A significant customer opportunity is emerging for open-source software, as more state and federal governments loosen their restrictions on implementations of such software. As the trend unfolds, Microsoft Corp. is insisting that it can coexist peacefully with the model.
Last week, Texas state Sen. John Corona introduced Bill SB 1579, which would enable the state to consider open-source technology in its software procurements. Earlier this month, Oregon state Rep. Phil Barnhart presented Bill 2892, which included similar language.
Open source has not been allowed in these states, as well as others, because bidders on state projects have had to be commercial entities. As a result, software from The Apache Software Foundation and other purely open-source organizations was ineligible. These pending state-level mandates join similar initiatives in the works in South America and Europe.
Nevertheless, the trend fazes Microsoft little. “I see a world of coexistence,” said Jason Matusow, Microsoft SSI (Shared Source Initiative) program manager, here at the Open Standards/ Open Source for National and Local eGovernment Programs in the U.S. and EU conference. “There is not going to be a world where one model wins over the other.”
Microsoft technology supports open standards and has spawned initiatives such as the Mono Project, an open-source version of the .Net Framework being developed by Ximian Inc., Matusow was quick to point out.

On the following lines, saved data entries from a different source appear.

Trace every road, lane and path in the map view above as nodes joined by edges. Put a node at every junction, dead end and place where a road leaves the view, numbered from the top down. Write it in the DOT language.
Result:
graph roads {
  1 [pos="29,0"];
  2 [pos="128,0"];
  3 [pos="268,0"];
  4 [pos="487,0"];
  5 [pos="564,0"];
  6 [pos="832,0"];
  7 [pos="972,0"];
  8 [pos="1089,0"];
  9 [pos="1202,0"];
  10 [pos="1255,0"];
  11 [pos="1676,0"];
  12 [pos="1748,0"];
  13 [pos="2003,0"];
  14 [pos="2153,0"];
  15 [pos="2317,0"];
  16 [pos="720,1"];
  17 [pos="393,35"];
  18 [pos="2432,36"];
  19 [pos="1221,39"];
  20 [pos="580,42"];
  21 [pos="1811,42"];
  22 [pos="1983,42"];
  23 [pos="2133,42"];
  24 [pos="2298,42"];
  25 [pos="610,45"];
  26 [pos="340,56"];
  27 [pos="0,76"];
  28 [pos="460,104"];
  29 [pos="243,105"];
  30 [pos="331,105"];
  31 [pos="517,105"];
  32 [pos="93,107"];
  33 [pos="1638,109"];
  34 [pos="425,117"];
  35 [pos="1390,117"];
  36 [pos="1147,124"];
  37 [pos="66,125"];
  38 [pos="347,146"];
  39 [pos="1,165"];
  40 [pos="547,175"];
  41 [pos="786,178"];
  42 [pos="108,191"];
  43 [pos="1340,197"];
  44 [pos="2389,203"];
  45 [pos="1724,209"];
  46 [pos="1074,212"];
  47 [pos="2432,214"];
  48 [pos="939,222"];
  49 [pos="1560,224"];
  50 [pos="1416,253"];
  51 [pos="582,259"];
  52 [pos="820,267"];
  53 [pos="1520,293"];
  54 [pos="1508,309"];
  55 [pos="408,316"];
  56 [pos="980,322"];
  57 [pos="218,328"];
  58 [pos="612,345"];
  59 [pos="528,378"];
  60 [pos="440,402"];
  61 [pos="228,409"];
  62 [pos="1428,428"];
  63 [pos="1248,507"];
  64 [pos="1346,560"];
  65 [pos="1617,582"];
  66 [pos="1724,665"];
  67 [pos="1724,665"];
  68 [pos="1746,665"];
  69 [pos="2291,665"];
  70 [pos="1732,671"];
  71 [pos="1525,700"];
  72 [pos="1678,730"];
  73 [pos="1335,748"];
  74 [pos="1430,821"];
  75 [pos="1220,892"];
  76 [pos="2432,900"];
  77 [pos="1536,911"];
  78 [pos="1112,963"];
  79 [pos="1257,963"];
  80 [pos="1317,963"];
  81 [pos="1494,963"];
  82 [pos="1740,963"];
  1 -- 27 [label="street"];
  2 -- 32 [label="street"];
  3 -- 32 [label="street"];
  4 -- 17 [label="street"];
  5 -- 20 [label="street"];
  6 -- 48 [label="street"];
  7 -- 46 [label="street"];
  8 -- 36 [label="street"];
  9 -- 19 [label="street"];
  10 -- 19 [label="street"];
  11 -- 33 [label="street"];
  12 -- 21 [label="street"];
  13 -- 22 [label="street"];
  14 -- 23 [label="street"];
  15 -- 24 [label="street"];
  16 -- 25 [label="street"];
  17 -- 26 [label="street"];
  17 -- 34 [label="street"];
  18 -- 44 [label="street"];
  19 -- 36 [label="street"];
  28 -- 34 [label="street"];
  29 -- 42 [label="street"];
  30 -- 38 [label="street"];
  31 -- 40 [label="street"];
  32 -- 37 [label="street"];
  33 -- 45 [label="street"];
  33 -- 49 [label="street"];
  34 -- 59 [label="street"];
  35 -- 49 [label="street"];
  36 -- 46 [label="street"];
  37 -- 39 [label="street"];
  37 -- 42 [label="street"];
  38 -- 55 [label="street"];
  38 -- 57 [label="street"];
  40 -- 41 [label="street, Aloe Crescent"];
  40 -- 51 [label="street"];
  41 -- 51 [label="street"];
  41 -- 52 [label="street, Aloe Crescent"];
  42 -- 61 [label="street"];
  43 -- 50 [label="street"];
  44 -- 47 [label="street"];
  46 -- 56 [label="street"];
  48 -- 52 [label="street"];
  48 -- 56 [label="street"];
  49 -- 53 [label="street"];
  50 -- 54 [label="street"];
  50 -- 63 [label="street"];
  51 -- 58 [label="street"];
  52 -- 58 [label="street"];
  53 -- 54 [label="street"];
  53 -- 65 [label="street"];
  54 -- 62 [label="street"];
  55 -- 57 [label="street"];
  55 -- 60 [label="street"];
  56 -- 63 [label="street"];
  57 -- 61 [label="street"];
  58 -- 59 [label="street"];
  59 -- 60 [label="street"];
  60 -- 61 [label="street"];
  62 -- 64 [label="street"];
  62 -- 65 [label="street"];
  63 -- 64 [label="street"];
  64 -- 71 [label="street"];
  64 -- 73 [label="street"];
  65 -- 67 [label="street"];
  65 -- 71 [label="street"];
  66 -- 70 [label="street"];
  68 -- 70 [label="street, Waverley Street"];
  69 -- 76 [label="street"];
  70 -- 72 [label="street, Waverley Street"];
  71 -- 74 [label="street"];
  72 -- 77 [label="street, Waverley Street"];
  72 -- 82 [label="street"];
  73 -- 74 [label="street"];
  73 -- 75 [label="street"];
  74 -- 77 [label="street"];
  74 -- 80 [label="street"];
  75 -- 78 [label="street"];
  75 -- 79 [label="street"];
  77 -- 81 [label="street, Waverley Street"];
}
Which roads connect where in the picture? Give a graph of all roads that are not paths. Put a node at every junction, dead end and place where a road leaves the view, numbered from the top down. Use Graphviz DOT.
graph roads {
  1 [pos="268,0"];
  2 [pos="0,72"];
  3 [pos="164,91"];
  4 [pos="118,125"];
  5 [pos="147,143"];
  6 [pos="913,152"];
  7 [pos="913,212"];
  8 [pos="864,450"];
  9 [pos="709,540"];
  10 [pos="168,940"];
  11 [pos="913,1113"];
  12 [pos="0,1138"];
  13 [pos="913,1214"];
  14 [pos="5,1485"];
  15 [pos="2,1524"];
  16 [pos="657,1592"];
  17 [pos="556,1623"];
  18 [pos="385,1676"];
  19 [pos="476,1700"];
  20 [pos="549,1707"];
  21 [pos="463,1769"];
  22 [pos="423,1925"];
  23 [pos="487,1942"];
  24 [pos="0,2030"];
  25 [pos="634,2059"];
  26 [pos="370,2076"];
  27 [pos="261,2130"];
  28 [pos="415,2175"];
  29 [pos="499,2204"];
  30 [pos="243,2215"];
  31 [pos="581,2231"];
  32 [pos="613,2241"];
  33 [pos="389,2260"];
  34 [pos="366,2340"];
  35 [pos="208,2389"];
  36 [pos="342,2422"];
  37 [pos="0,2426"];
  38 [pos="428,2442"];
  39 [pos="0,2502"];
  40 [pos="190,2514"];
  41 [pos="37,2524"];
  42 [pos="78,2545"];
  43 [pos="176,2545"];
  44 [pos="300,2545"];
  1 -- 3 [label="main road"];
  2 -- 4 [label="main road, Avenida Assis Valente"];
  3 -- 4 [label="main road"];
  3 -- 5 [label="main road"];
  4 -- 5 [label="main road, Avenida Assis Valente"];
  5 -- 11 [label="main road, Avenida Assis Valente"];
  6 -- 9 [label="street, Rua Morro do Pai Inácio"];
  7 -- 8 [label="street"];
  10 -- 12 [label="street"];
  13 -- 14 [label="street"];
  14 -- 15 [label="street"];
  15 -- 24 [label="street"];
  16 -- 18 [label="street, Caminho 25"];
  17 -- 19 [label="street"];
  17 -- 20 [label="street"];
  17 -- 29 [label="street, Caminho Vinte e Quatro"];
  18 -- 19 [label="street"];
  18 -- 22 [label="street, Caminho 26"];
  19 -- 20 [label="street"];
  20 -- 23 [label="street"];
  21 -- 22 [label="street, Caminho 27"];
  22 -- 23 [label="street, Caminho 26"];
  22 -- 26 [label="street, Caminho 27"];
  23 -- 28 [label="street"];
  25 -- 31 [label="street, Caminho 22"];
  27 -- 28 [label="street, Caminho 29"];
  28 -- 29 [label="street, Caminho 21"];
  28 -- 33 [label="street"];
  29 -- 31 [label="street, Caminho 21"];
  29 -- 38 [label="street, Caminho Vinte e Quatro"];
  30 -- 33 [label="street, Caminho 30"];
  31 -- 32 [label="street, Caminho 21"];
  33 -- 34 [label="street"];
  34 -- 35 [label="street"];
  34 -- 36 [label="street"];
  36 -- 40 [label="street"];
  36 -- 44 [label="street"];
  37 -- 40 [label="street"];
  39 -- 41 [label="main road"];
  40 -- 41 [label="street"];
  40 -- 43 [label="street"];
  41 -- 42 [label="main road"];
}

Indeed, last week at the Web Services Edge East conference in Boston, Miguel de Icaza, chief technology officer at Ximian and project leader for the Mono Project, said Mono will deliver Version 1.0 of its server-side components in September. He also said Mono will publish a second- generation just-in-time compiler this week that will include PowerPC platform support and optimized x86 code.
But to really tap open-source momentum, said Steven Goldsmith, application software development supervisor at FCCI Insurance Group Inc., in Sarasota, Fla., Microsoft will have to do more.
“[Microsoft could] contribute something to the open-source community like the entire .Net API, not just parts of the specification,” Goldsmith said. “You cannot count on Mono ever being 100 percent compatible if all the APIs are not open. [SSI] is a halfhearted attempt to look like open source.”
SSI lets key customers of the Redmond, Wash., company access its source code. “Showing source code by itself without any freedom transfer—via the software license—isnt the same as free software,” said Jarma Poulsen, a developer with international consulting company Atos Origin, in Eindhoven, Netherlands.
As an incentive to get developers to deliver more and better-quality open-source software, Tony Stanco, founding director of the Washington-based Center for Open Source & Government, has proposed the Open Source Threshold Escrow Program. Through O-STEP, developers would release source code to open source after it earned a certain amount of revenue.
Dendy Young, CEO of GTSI Inc., a Chantilly, Va., supplier of software, hardware and services to the government, said he has not felt any pressure from open source.
“I dont see the government adopting Apache to run major, substantive systems,” Young said. “When you are running government systems, you are accountable. You want proven systems.”
Stormy Peters, manager of Hewlett-Packard Co.s open-source program office, said that while there are many business cases to be made for supporting open source, there are also good reasons not to. “The product is a control point for you,” said Peters, in Fort Collins, Colo. “I cant see where Microsoft would open-source Windows. They make a lot of money off it, and it makes no sense for them to do it.”